Horse Racing: A Losing Bet
Horses die on and off the track in horse racing. They are the victims of a profit-driven industry in which their lives are commodities to be bought, sold, and tossed aside when they are no longer making money. Even top prize winners like Kentucky Derby winner Ferdinand, who won almost US$4 million in prize money, reportedly ended up dead in a Japanese slaughterhouse after he could no longer bring in large fees for his stud services.
Horses used for racing can weigh more than 450 kilograms, yet they are supported by ankles the size of a human’s. Horses are whipped and forced to run on tracks at breakneck speeds while carrying people on their backs. They are often pumped full of drugs intended to mask pain so that they keep running long after their stressed or injured bodies would tell them to stop.
Few horses are retired to pastures when they get injured or stop winning races. Every year, many Thoroughbreds are sold to stables in Japan, where 90 percent of all horses end up in slaughterhouses. In most Japanese slaughterhouses, horses are killed and cut apart and end up as food for dogs and humans.
What You Can Do
Help phase out this exploitative “sport”: Refuse to patronize existing tracks, work to ensure that racing regulations are reformed and enforced, lobby against the construction of new tracks, and educate your friends and family members about the tragic end that most horses experience.
Pigeon Racing: The Deadliest Marathons
Pigeon racing takes place all around the globe, and this deadly “sport” is gaining popularity throughout Asia, especially in China, where a rapidly growing elite is fueling the demand.

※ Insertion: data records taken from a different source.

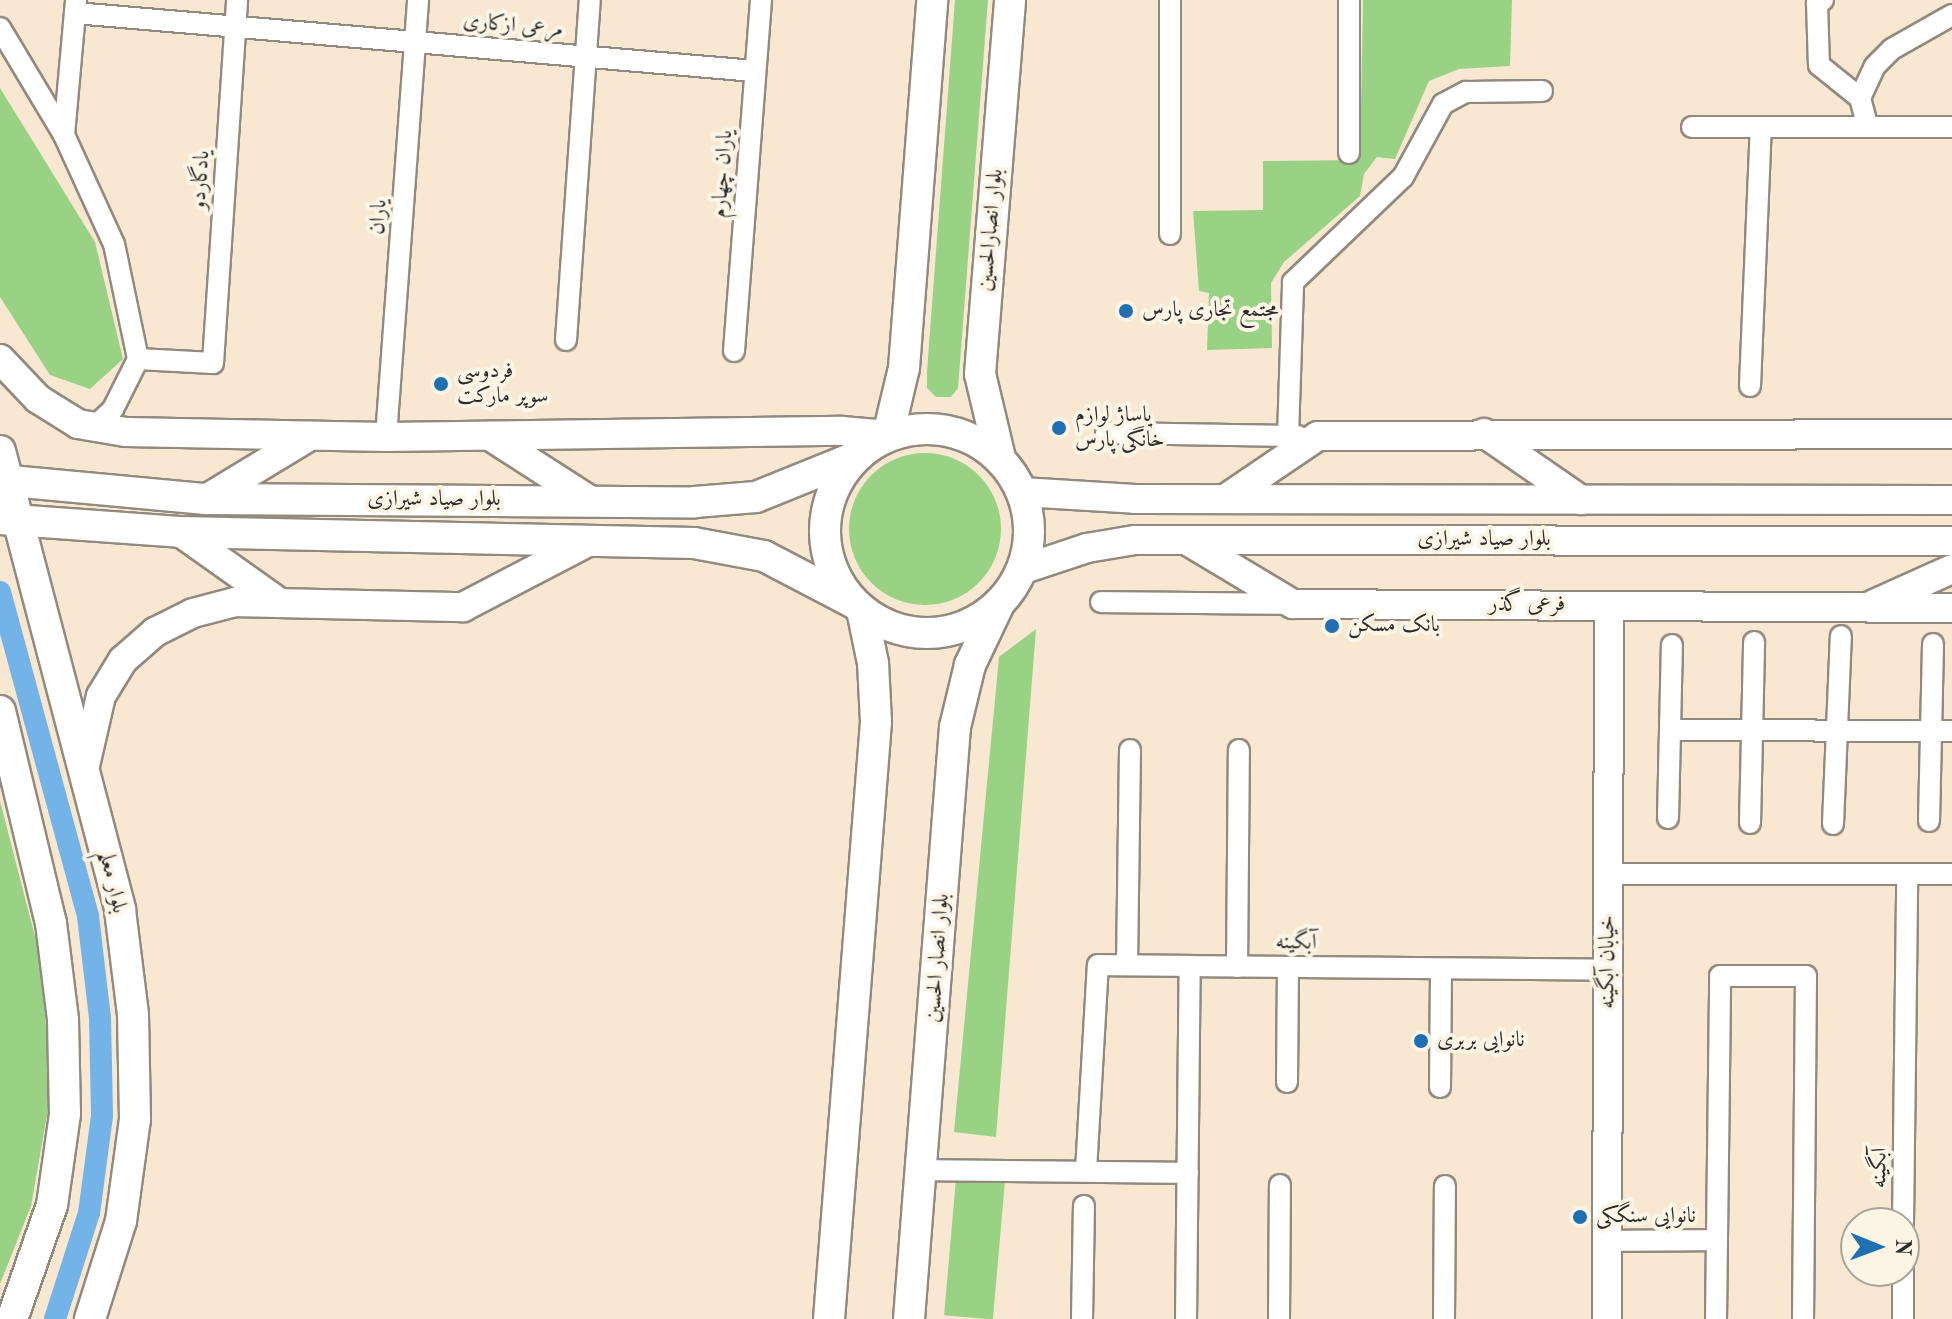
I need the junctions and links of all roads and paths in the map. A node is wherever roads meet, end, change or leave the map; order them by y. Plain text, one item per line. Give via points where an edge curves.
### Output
1 (237, 0) edge
2 (418, 0) edge
3 (590, 0) edge
4 (761, 0) edge
5 (932, 0) edge
6 (1010, 0) edge
7 (1170, 0) edge
8 (1349, 0) edge
9 (1823, 0) edge
10 (75, 7) edge
11 (1952, 15) edge
12 (235, 27) junction
13 (0, 28) edge
14 (415, 42) junction
15 (585, 57) junction
16 (755, 71) junction
17 (1542, 91) dead end
18 (1860, 98) junction
19 (1692, 127) dead end
20 (1761, 127) junction
21 (1868, 127) junction
22 (1952, 127) edge
23 (64, 135) junction
24 (1349, 153) dead end
25 (1170, 234) dead end
26 (566, 340) dead end
27 (734, 351) dead end
28 (0, 359) edge
29 (138, 359) junction
30 (1750, 386) dead end
31 (94, 427) junction
32 (1106, 433) dead end
33 (1484, 433) junction
34 (1952, 434) edge
35 (888, 435) junction
36 (310, 436) junction
37 (490, 436) junction
38 (1288, 436) junction
39 (1318, 436) junction
40 (386, 437) junction
41 (855, 457) junction
42 (1000, 458) junction
43 (2, 470) edge
44 (1022, 492) junction
45 (206, 499) junction
46 (1225, 499) junction
47 (1581, 500) junction
48 (1952, 500) edge
49 (591, 501) junction
50 (8, 518) edge
51 (180, 532) junction
52 (1186, 540) junction
53 (590, 541) junction
54 (1952, 541) edge
55 (1952, 569) edge
56 (1021, 570) junction
57 (277, 601) junction
58 (1101, 602) dead end
59 (999, 604) junction
60 (1293, 604) junction
61 (858, 606) junction
62 (1609, 606) junction
63 (1866, 608) junction
64 (1952, 608) edge
65 (1841, 636) dead end
66 (1754, 642) dead end
67 (1933, 644) dead end
68 (1672, 645) dead end
69 (0, 711) edge
70 (1670, 730) junction
71 (1753, 730) junction
72 (1839, 730) junction
73 (1929, 731) junction
74 (1952, 731) edge
75 (1130, 750) dead end
76 (1239, 750) dead end
77 (84, 770) junction
78 (1668, 818) dead end
79 (1929, 821) dead end
80 (1750, 823) dead end
81 (1833, 824) dead end
82 (1608, 874) junction
83 (1907, 874) junction
84 (1952, 874) edge
85 (1127, 965) junction
86 (1190, 966) junction
87 (1237, 967) junction
88 (1288, 967) junction
89 (1441, 969) junction
90 (1608, 970) junction
91 (1287, 1082) dead end
92 (1440, 1087) dead end
93 (921, 1170) junction
94 (1086, 1171) junction
95 (1188, 1173) junction
96 (1280, 1185) dead end
97 (1445, 1186) dead end
98 (1084, 1206) dead end
99 (1903, 1207) edge
100 (1717, 1240) junction
101 (1607, 1241) junction
102 (1903, 1287) edge
103 (12, 1319) edge
104 (90, 1319) edge
105 (829, 1319) edge
106 (909, 1319) edge
107 (1082, 1319) edge
108 (1186, 1319) edge
109 (1279, 1319) edge
110 (1444, 1319) edge
111 (1607, 1319) edge
112 (1716, 1319) edge
113 (1803, 1319) edge
114 (1903, 1319) edge

1 - 12 street, یادگار‌دو
2 - 14 street, یاران
3 - 15 street
4 - 16 street, یاران چهارم
5 - 35 main road via 904,368
6 - 42 main road, بلوار انصارالحسین via 980,374
7 - 25 street
8 - 24 street
9 - 18 street via 1817,3 1819,65
10 - 12 street, مرعی ازکاری
10 - 23 street
11 - 18 street via 1892,49 1875,66
12 - 14 street, مرعی ازکاری
12 - 29 street, یادگار‌دو via 213,363
13 - 23 street
14 - 15 street, مرعی ازکاری
14 - 40 street, یاران
15 - 16 street, مرعی ازکاری
15 - 26 street
16 - 27 street, یاران چهارم
17 - 38 street via 1466,92 1443,104 1403,177 1293,282
18 - 21 street
19 - 20 street
20 - 21 street
20 - 30 street
21 - 22 street
23 - 29 street via 114,244
28 - 31 main road via 38,399 78,424
29 - 31 street via 120,398
31 - 36 main road
32 - 38 street
33 - 34 main road
33 - 39 main road
33 - 47 main road
35 - 37 main road via 842,431
35 - 41 main road
35 - 42 main road via 947,430
36 - 40 main road
36 - 45 main road
37 - 40 main road
37 - 49 main road
38 - 39 street
39 - 46 main road
41 - 49 main road, بلوار صیاد شیرازی via 756,497
41 - 61 main road via 836,483 825,546 835,577
42 - 44 main road
43 - 45 main road, بلوار صیاد شیرازی
43 - 50 main road, بلوار معلم
44 - 46 main road, بلوار صیاد شیرازی
44 - 56 main road via 1028,545
45 - 49 main road, بلوار صیاد شیرازی
46 - 47 main road, بلوار صیاد شیرازی
47 - 48 main road, بلوار صیاد شیرازی
50 - 51 main road, بلوار صیاد شیرازی
50 - 77 main road, بلوار معلم
51 - 53 main road, بلوار صیاد شیرازی
51 - 57 main road
52 - 54 main road, بلوار صیاد شیرازی
52 - 56 main road, بلوار صیاد شیرازی via 1135,540 1087,548
52 - 60 main road
53 - 57 main road via 463,607
53 - 61 main road, بلوار صیاد شیرازی via 694,543 764,556
55 - 63 main road
56 - 59 main road
57 - 77 main road via 235,602 193,613 155,632 123,660 101,696
58 - 60 street, فرعی گذر
59 - 61 main road via 972,622 942,632 900,630
59 - 93 main road, بلوار انصار الحسین via 970,665 955,727
60 - 62 main road, فرعی گذر
61 - 105 main road via 873,663 876,722
62 - 63 main road, فرعی گذر
62 - 82 main road, خیابان آبگینه
63 - 64 main road, فرعی گذر
65 - 72 street
66 - 71 street
67 - 73 street
68 - 70 street
69 - 103 main road via 51,923 63,1020 65,1098 52,1205
70 - 71 street
70 - 78 street
71 - 72 street
71 - 80 street
72 - 73 street
72 - 81 street
73 - 74 street
73 - 79 street
75 - 85 street
76 - 87 street
77 - 104 main road, بلوار معلم via 120,910 133,1015 135,1119 121,1221
82 - 83 street
82 - 90 main road, خیابان آبگینه
83 - 84 street
83 - 99 street, آبگینه
85 - 86 street, آبگینه
85 - 94 street, آبگینه via 1098,965
86 - 87 street, آبگینه
86 - 95 street
87 - 88 street, آبگینه
88 - 89 street, آبگینه
88 - 91 street
89 - 90 street, آبگینه
89 - 92 street
90 - 101 main road, خیابان آبگینه
93 - 94 street
93 - 106 main road, بلوار انصار الحسین
94 - 95 street
95 - 108 street
96 - 109 street
97 - 110 street
98 - 107 street
100 - 101 street
100 - 112 street
100 - 113 street via 1720,976 1806,976
101 - 111 main road, خیابان آبگینه
102 - 114 street

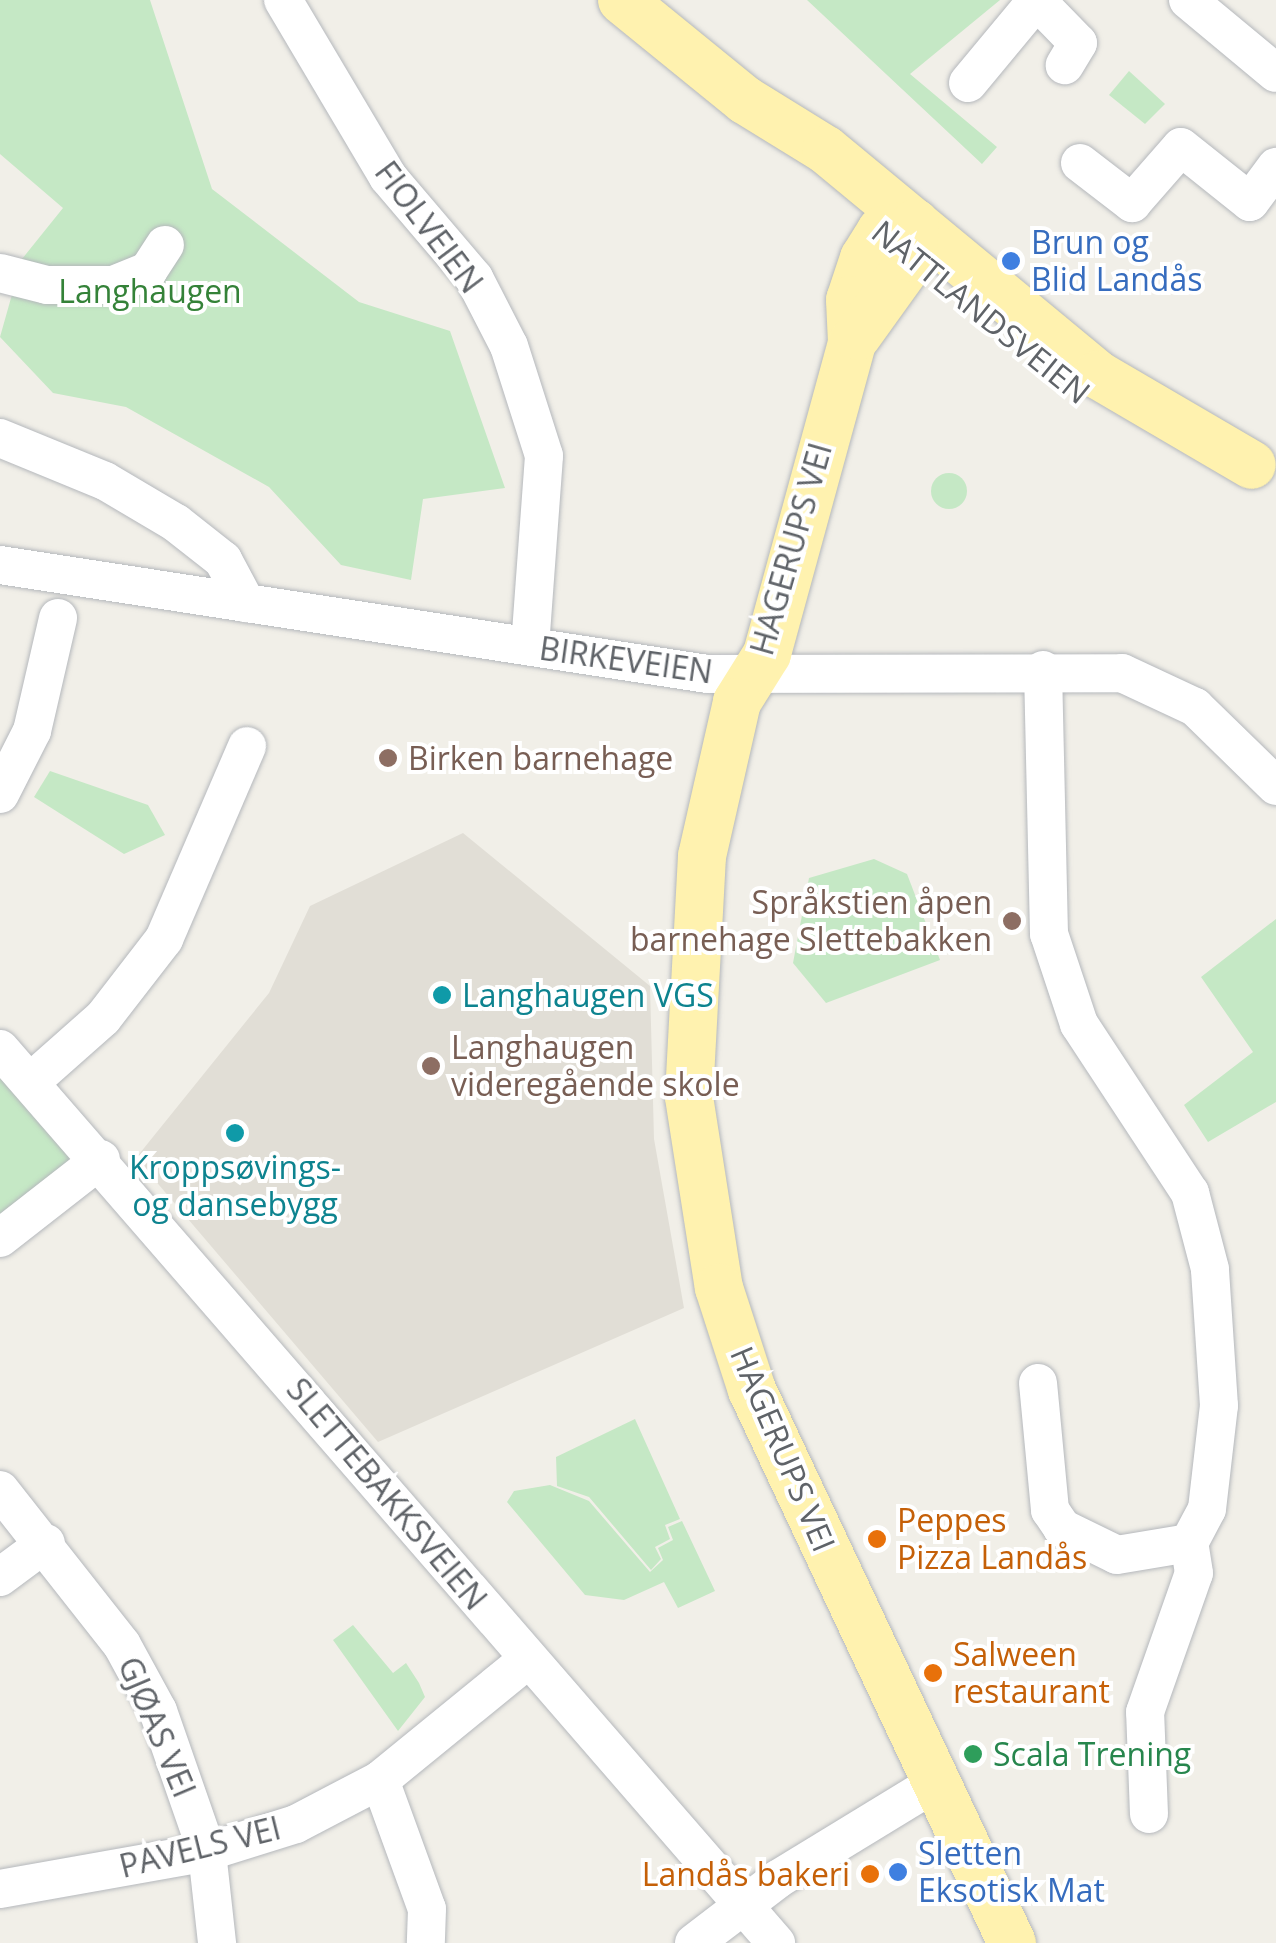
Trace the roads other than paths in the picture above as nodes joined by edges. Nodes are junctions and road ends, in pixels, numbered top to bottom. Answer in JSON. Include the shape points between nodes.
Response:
{"nodes":[{"id":1,"x":283,"y":0,"type":"edge"},
{"id":2,"x":622,"y":0,"type":"edge"},
{"id":3,"x":1036,"y":0,"type":"edge"},
{"id":4,"x":1188,"y":0,"type":"edge"},
{"id":5,"x":1065,"y":65,"type":"dead end"},
{"id":6,"x":1276,"y":73,"type":"edge"},
{"id":7,"x":968,"y":83,"type":"dead end"},
{"id":8,"x":1080,"y":163,"type":"dead end"},
{"id":9,"x":1276,"y":168,"type":"edge"},
{"id":10,"x":903,"y":237,"type":"junction"},
{"id":11,"x":159,"y":270,"type":"dead end"},
{"id":12,"x":0,"y":273,"type":"edge"},
{"id":13,"x":0,"y":438,"type":"edge"},
{"id":14,"x":1264,"y":468,"type":"edge"},
{"id":15,"x":0,"y":566,"type":"edge"},
{"id":16,"x":246,"y":603,"type":"junction"},
{"id":17,"x":58,"y":618,"type":"dead end"},
{"id":18,"x":530,"y":646,"type":"junction"},
{"id":19,"x":1043,"y":670,"type":"junction"},
{"id":20,"x":751,"y":676,"type":"junction"},
{"id":21,"x":247,"y":746,"type":"dead end"},
{"id":22,"x":1276,"y":786,"type":"edge"},
{"id":23,"x":0,"y":794,"type":"edge"},
{"id":24,"x":0,"y":1049,"type":"edge"},
{"id":25,"x":34,"y":1080,"type":"junction"},
{"id":26,"x":101,"y":1159,"type":"junction"},
{"id":27,"x":0,"y":1238,"type":"edge"},
{"id":28,"x":1038,"y":1382,"type":"dead end"},
{"id":29,"x":0,"y":1490,"type":"edge"},
{"id":30,"x":46,"y":1543,"type":"junction"},
{"id":31,"x":1189,"y":1543,"type":"junction"},
{"id":32,"x":0,"y":1578,"type":"edge"},
{"id":33,"x":527,"y":1660,"type":"junction"},
{"id":34,"x":380,"y":1780,"type":"junction"},
{"id":35,"x":940,"y":1780,"type":"junction"},
{"id":36,"x":1149,"y":1814,"type":"dead end"},
{"id":37,"x":206,"y":1852,"type":"junction"},
{"id":38,"x":0,"y":1889,"type":"edge"},
{"id":39,"x":743,"y":1904,"type":"junction"},
{"id":40,"x":217,"y":1943,"type":"edge"},
{"id":41,"x":426,"y":1943,"type":"edge"},
{"id":42,"x":694,"y":1943,"type":"edge"},
{"id":43,"x":776,"y":1943,"type":"edge"},
{"id":44,"x":1012,"y":1943,"type":"edge"}],
"edges":[{"from":1,"to":18,"type":"street","name":"FIOLVEIEN","via":[[388,177],[474,278],[515,362],[544,456]]},
{"from":2,"to":10,"type":"main road","name":"NATTLANDSVEIEN","via":[[745,100],[776,142]]},
{"from":3,"to":5,"type":"street","via":[[1078,43]]},
{"from":3,"to":7,"type":"street"},
{"from":4,"to":6,"type":"street"},
{"from":8,"to":9,"type":"street","via":[[1132,204],[1182,147],[1250,202]]},
{"from":10,"to":14,"type":"main road","name":"NATTLANDSVEIEN","via":[[1116,418],[1205,460]]},
{"from":10,"to":20,"type":"main road","name":"HAGERUPS VEI","via":[[852,343],[767,654]]},
{"from":11,"to":12,"type":"street","via":[[96,285]]},
{"from":13,"to":16,"type":"street","via":[[105,480],[176,523],[223,560]]},
{"from":15,"to":16,"type":"street","name":"BIRKEVEIEN"},
{"from":16,"to":18,"type":"street","name":"BIRKEVEIEN"},
{"from":17,"to":23,"type":"street","via":[[32,731]]},
{"from":18,"to":20,"type":"street","name":"BIRKEVEIEN"},
{"from":19,"to":20,"type":"street","name":"BIRKEVEIEN"},
{"from":19,"to":22,"type":"street","name":"BIRKEVEIEN","via":[[1089,668],[1157,682]]},
{"from":19,"to":31,"type":"street","via":[[1049,934],[1079,1024],[1190,1193],[1210,1269],[1219,1406],[1207,1510]]},
{"from":20,"to":35,"type":"main road","name":"HAGERUPS VEI","via":[[706,839],[692,944],[689,1097],[699,1181],[752,1390]]},
{"from":21,"to":25,"type":"street","via":[[164,939],[103,1018]]},
{"from":24,"to":25,"type":"street","name":"SLETTEBAKKSVEIEN"},
{"from":25,"to":26,"type":"street","name":"SLETTEBAKKSVEIEN"},
{"from":26,"to":27,"type":"street"},
{"from":26,"to":33,"type":"street","name":"SLETTEBAKKSVEIEN"},
{"from":28,"to":31,"type":"street","via":[[1050,1510],[1062,1528],[1116,1555]]},
{"from":29,"to":30,"type":"street","name":"GJØAS VEI"},
{"from":30,"to":32,"type":"street"},
{"from":30,"to":37,"type":"street","name":"GJØAS VEI","via":[[122,1645],[158,1711]]},
{"from":31,"to":36,"type":"street","via":[[1194,1573],[1145,1712]]},
{"from":33,"to":34,"type":"street","name":"PAVELS VEI"},
{"from":33,"to":39,"type":"street","name":"SLETTEBAKKSVEIEN"},
{"from":34,"to":37,"type":"street","name":"PAVELS VEI","via":[[296,1824]]},
{"from":34,"to":41,"type":"street","via":[[427,1909]]},
{"from":35,"to":39,"type":"street"},
{"from":35,"to":44,"type":"main road","name":"HAGERUPS VEI"},
{"from":37,"to":38,"type":"street","name":"PAVELS VEI"},
{"from":37,"to":40,"type":"street","name":"GJØAS VEI"},
{"from":39,"to":42,"type":"street"},
{"from":39,"to":43,"type":"street","name":"SLETTEBAKKSVEIEN"}]}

To “motivate” the birds to race faster, pigeon racers take them away from their eggs so that the parents will desperately fly back to their nests. After the races are over, most of the pigeons who did not finish in the money or make it back fast enough are killed.
More than a million pigeons die every year during Taiwan’s seasonal pigeon races—grueling sets of seven races over open ocean from ever-increasing distances. Young birds—not even a year old—are shipped out to sea, released in the middle of the ocean, and forced to fly back home even in the midst of typhoon-strength winds. Most often, less than 1 percent of these highly intelligent birds complete each seven-race series—many drown from exhaustion, die in the storms, or are killed afterward for being too slow.
What You Can Do
Help put an end to this deadly “sport”: Avoid participating in pigeon racing, speak out against the cruel use of pigeons for gambling by calling on government agencies to investigate pigeon-racing rings, and educate your friends and family members about how many birds suffer and die for this pastime.
Fishing: Aquatic Agony
Billions of fish die every year in nets and on hooks. Some are destined for human consumption, many are tortured just for “sport,” and others are unintended victims who are maimed or killed simply because they are in the wrong place at the wrong time.
When fish are yanked from the water, they begin to suffocate. Their gills often collapse, and their swim bladders can rupture because of the sudden change in pressure. Numerous scientific reports from around the world confirm that fish feel pain. Researchers from Edinburgh and Glasgow universities studied the pain receptors in fish and found that they were strikingly similar to those of mammals. The researchers concluded that “fish do have the capacity for pain perception and suffering.”
The psychological stress of being caught and released is undeniable. Catch-and-release victims become easy prey after suffering from the shock of being ripped out of their natural environment and handled. They may not be able to swim away or fend off predators.
Be a Friend to Fish
Fishing is no fun for those on the other end of the line. Before you support a “wildlife” or “conservation” group, ask about its position on fishing. Some groups support fishing outright or do not oppose it.